Hsieh Pin-Pen, Olsen Randy J, O'Malley Dennis P, Konoplev Sergej N, Hussong Jerry W, Dunphy Cherie H, Perkins Sherrie L, Cheng Liang, Lin Pei, Chang Chung-Che
Department of Pathology and Laboratory Medicine, The Methodist Hospital and the Methodist Hospital Research Institute, Houston, TX 77030, USA.
Mod Pathol. 2007 Sep;20(9):929-35. doi: 10.1038/modpathol.3800826. Epub 2007 Jul 20.

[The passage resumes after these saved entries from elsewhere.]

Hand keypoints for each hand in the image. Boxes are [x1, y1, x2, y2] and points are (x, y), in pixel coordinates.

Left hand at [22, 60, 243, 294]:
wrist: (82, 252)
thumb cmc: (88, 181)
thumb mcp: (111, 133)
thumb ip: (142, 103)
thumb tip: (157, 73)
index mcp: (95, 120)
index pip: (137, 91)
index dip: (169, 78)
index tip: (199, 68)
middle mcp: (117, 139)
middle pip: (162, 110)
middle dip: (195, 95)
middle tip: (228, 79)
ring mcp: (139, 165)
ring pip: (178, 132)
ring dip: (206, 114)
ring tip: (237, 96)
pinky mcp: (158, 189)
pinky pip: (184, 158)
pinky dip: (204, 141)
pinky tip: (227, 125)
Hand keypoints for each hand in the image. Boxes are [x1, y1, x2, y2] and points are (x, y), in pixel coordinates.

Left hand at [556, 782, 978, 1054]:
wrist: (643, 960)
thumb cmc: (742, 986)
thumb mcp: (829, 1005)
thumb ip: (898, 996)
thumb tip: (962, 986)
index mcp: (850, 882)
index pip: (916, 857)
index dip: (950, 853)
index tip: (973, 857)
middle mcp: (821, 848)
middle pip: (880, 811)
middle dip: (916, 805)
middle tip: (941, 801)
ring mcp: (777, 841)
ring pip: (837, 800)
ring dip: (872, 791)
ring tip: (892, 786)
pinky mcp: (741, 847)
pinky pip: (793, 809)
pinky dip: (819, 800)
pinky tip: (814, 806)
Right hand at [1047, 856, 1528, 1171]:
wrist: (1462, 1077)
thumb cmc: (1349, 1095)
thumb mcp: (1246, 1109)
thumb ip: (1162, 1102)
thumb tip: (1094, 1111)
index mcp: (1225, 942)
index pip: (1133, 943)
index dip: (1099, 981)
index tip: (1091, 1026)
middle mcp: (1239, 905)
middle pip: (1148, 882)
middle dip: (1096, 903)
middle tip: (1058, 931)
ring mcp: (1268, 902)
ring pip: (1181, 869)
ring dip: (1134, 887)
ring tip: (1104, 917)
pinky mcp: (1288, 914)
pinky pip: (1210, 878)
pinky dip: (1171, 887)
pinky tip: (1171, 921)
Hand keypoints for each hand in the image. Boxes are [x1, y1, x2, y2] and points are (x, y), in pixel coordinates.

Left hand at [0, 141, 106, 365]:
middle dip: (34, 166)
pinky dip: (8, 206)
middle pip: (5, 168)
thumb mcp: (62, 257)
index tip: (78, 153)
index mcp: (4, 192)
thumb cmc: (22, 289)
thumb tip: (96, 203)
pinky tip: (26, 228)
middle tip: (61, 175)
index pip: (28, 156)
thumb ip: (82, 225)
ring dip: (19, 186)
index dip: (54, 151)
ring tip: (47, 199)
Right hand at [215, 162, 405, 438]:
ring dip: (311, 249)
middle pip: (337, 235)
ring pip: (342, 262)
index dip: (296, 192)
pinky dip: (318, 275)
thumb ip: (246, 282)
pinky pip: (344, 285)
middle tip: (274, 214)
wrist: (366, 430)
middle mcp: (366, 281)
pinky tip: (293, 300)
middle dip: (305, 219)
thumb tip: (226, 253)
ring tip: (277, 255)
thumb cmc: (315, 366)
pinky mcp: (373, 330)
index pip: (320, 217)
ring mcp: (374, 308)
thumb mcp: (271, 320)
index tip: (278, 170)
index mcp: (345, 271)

Extramedullary hematopoiesis (EMH) in the spleen is a characteristic feature of the chronic myeloproliferative disorders (CMPDs) and various other neoplastic or reactive myeloid conditions. However, the origin of these hematopoietic precursor cells and the molecular mechanisms underlying their development in the spleen is uncertain. The V617F mutation in the Janus Kinase 2 gene (JAK2(V617F)) was recently shown to be frequently and preferentially present in the peripheral blood and bone marrow cells of CMPD patients, and the resulting dysregulation of its downstream targets is important to CMPD pathogenesis. To determine the occurrence and potential role of JAK2(V617F) in splenic EMH cells, we studied splenectomy specimens from 47 patients with significant EMH. JAK2(V617F) was detected by real-time PCR melting curve analysis in 22 specimens, including 11/17 chronic idiopathic myelofibrosis, 7/7 polycythemia vera, 1/1 essential thrombocythemia, 1/3 CMPD unclassifiable, 1/5 chronic myelomonocytic leukemia, 0/5 chronic myelogenous leukemia, 1/3 myelodysplastic syndrome and 0/6 acute myeloblastic leukemia cases, whereas only the JAK2 wild-type allele was detected in the other 25. Nineteen of 20 cases with adequate bone marrow samples available for molecular examination demonstrated concordant JAK2 genotypes. Laser-capture microdissection was then used to enrich the EMH and non-EMH splenic cell fractions, confirming that the mutant alleles specifically originated from the EMH cells. Furthermore, megakaryocytes in the JAK2(V617F)-positive splenectomy specimens expressed higher levels of Bcl-xL, an antiapoptotic protein and downstream target of the JAK2/STAT5 pathway. Thus, JAK2(V617F) is frequently present in splenic EMH cells associated with CMPD, but it is rarely identified in splenic EMH cells associated with other myeloid disorders. Our results indicate that the precursor cells leading to extramedullary hematopoietic expansion in CMPD most likely originate from the transformed bone marrow clone. Also, dysregulation of downstream pathways such as Bcl-xL may be important to CMPD disease pathogenesis in the spleen.
脾脏中的髓外造血(EMH)是慢性骨髓增殖性疾病(CMPD)以及其他各种肿瘤性或反应性髓系疾病的一个特征性表现。然而,这些造血前体细胞的起源及其在脾脏中发育的分子机制尚不清楚。最近研究表明,Janus激酶2基因(JAK2(V617F))中的V617F突变频繁且优先存在于CMPD患者的外周血和骨髓细胞中,其下游靶点的失调对CMPD发病机制至关重要。为了确定JAK2(V617F)在脾脏EMH细胞中的发生情况及其潜在作用,我们研究了47例有显著EMH的患者的脾切除标本。通过实时PCR熔解曲线分析在22个标本中检测到JAK2(V617F),其中包括11/17例慢性特发性骨髓纤维化、7/7例真性红细胞增多症、1/1例原发性血小板增多症、1/3例无法分类的CMPD、1/5例慢性粒单核细胞白血病、0/5例慢性粒细胞白血病、1/3例骨髓增生异常综合征和0/6例急性髓细胞白血病病例,而在其他25个标本中仅检测到JAK2野生型等位基因。在20例有足够骨髓样本可进行分子检测的病例中,有19例显示JAK2基因型一致。然后使用激光捕获显微切割技术富集脾脏EMH和非EMH细胞组分,证实突变等位基因特异性起源于EMH细胞。此外,JAK2(V617F)阳性脾切除标本中的巨核细胞表达更高水平的Bcl-xL,Bcl-xL是一种抗凋亡蛋白,也是JAK2/STAT5途径的下游靶点。因此,JAK2(V617F)频繁存在于与CMPD相关的脾脏EMH细胞中,但在与其他髓系疾病相关的脾脏EMH细胞中很少发现。我们的结果表明,导致CMPD中髓外造血扩张的前体细胞很可能起源于转化的骨髓克隆。此外,诸如Bcl-xL等下游途径的失调可能对脾脏中CMPD疾病的发病机制很重要。